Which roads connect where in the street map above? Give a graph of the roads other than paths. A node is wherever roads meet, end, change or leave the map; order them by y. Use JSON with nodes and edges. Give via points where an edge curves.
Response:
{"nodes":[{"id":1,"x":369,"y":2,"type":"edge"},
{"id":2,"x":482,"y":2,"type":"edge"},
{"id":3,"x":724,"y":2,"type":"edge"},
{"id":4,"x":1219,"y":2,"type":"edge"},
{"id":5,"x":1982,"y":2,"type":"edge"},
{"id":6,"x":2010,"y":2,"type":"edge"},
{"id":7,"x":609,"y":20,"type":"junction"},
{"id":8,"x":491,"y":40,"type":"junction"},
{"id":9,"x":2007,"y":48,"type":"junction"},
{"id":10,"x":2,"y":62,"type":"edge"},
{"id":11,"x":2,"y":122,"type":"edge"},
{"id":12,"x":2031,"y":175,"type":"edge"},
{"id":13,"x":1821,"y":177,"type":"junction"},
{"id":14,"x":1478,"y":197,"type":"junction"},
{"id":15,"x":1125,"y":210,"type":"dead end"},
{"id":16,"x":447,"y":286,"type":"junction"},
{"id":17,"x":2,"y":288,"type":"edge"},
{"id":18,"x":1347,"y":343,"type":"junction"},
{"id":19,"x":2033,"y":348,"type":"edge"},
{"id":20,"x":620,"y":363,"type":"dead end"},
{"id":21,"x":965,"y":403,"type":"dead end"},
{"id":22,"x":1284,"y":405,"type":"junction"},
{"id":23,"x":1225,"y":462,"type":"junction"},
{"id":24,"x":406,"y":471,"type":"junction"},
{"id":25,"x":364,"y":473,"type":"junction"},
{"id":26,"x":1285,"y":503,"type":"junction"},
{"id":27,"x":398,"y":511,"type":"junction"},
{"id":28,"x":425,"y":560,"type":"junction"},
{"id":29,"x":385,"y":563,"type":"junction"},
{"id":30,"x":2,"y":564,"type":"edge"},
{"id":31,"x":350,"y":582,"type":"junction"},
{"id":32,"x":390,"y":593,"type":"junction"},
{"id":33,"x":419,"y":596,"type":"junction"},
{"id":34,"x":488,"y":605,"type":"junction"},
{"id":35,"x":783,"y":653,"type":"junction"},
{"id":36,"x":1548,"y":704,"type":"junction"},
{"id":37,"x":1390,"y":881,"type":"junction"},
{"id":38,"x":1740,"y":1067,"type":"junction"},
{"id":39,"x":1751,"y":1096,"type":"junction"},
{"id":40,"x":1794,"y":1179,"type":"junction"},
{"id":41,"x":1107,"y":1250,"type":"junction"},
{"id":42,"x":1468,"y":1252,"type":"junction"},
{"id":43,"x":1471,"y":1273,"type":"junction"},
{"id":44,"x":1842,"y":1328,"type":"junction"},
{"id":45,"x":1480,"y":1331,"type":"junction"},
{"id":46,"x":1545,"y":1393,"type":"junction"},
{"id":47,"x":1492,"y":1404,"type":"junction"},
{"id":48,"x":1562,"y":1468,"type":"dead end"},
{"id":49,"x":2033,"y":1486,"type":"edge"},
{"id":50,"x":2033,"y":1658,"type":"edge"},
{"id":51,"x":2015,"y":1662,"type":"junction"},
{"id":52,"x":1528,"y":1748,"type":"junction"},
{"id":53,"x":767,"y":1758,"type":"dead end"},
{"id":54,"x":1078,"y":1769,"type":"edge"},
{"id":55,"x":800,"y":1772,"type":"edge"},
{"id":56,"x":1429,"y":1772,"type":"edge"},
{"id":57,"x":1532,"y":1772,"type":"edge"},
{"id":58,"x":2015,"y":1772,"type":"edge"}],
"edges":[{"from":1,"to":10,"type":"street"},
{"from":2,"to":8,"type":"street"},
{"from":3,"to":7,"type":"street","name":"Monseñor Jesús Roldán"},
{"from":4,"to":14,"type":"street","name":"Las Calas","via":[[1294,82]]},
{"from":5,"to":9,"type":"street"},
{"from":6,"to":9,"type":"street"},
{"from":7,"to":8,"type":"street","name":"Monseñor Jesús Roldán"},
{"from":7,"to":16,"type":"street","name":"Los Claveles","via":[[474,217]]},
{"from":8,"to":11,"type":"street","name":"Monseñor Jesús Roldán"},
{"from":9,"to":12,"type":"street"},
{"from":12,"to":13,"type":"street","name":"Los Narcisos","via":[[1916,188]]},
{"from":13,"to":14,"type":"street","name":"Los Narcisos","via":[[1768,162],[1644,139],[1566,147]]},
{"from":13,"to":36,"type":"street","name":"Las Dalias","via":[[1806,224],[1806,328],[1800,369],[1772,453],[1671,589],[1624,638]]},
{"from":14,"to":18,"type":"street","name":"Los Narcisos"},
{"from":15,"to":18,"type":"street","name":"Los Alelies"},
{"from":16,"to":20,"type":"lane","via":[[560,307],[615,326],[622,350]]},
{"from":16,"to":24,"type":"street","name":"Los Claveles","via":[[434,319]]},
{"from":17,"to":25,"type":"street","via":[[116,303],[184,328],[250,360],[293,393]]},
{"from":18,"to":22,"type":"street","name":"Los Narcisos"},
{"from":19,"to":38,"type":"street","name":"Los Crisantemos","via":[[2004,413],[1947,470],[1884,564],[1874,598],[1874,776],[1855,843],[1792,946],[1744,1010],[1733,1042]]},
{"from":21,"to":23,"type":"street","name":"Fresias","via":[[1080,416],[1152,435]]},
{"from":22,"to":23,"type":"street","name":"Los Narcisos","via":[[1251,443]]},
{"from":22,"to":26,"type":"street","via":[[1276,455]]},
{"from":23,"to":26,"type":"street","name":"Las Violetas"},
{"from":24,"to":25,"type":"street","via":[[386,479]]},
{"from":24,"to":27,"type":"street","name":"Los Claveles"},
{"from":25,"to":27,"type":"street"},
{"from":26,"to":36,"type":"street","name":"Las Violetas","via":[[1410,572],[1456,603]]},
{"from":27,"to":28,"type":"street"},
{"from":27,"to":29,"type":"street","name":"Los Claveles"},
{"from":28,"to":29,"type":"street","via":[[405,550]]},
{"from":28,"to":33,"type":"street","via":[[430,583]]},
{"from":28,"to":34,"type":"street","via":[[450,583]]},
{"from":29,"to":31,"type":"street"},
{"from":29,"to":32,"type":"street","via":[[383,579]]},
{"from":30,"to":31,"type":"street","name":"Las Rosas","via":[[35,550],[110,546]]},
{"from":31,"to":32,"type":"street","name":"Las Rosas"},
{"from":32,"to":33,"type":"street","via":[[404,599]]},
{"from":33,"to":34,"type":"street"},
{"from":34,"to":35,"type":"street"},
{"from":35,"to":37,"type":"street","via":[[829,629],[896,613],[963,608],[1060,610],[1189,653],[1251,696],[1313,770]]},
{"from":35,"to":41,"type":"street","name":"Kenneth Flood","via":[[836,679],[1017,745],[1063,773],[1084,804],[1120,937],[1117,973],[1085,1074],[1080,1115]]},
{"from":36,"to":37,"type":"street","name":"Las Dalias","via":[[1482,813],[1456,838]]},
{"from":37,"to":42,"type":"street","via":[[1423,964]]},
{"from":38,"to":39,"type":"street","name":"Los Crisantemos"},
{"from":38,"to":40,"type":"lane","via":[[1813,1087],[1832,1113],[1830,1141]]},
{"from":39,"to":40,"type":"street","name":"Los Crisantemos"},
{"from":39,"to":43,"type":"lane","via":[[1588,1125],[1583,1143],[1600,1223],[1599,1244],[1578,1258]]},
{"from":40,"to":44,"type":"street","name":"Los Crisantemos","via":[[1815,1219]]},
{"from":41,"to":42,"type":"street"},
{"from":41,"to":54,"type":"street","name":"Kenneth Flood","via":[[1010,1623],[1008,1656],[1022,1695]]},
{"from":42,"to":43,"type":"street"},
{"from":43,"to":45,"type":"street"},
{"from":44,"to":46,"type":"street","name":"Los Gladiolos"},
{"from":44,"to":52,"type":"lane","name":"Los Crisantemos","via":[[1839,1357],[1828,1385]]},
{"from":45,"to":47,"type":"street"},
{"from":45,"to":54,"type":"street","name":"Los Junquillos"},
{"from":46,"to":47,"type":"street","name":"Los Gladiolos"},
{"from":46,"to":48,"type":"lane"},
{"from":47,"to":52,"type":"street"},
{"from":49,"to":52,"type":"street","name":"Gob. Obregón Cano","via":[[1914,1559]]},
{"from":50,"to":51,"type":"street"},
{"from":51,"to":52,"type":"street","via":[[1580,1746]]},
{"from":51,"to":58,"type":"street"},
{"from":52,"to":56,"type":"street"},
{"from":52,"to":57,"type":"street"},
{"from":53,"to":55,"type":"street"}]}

----------------

Which lines in the material above include the string "Roldán"? Pull them out.

● **Result**
{"from":3,"to":7,"type":"street","name":"Monseñor Jesús Roldán"},
{"from":7,"to":8,"type":"street","name":"Monseñor Jesús Roldán"},
{"from":8,"to":11,"type":"street","name":"Monseñor Jesús Roldán"},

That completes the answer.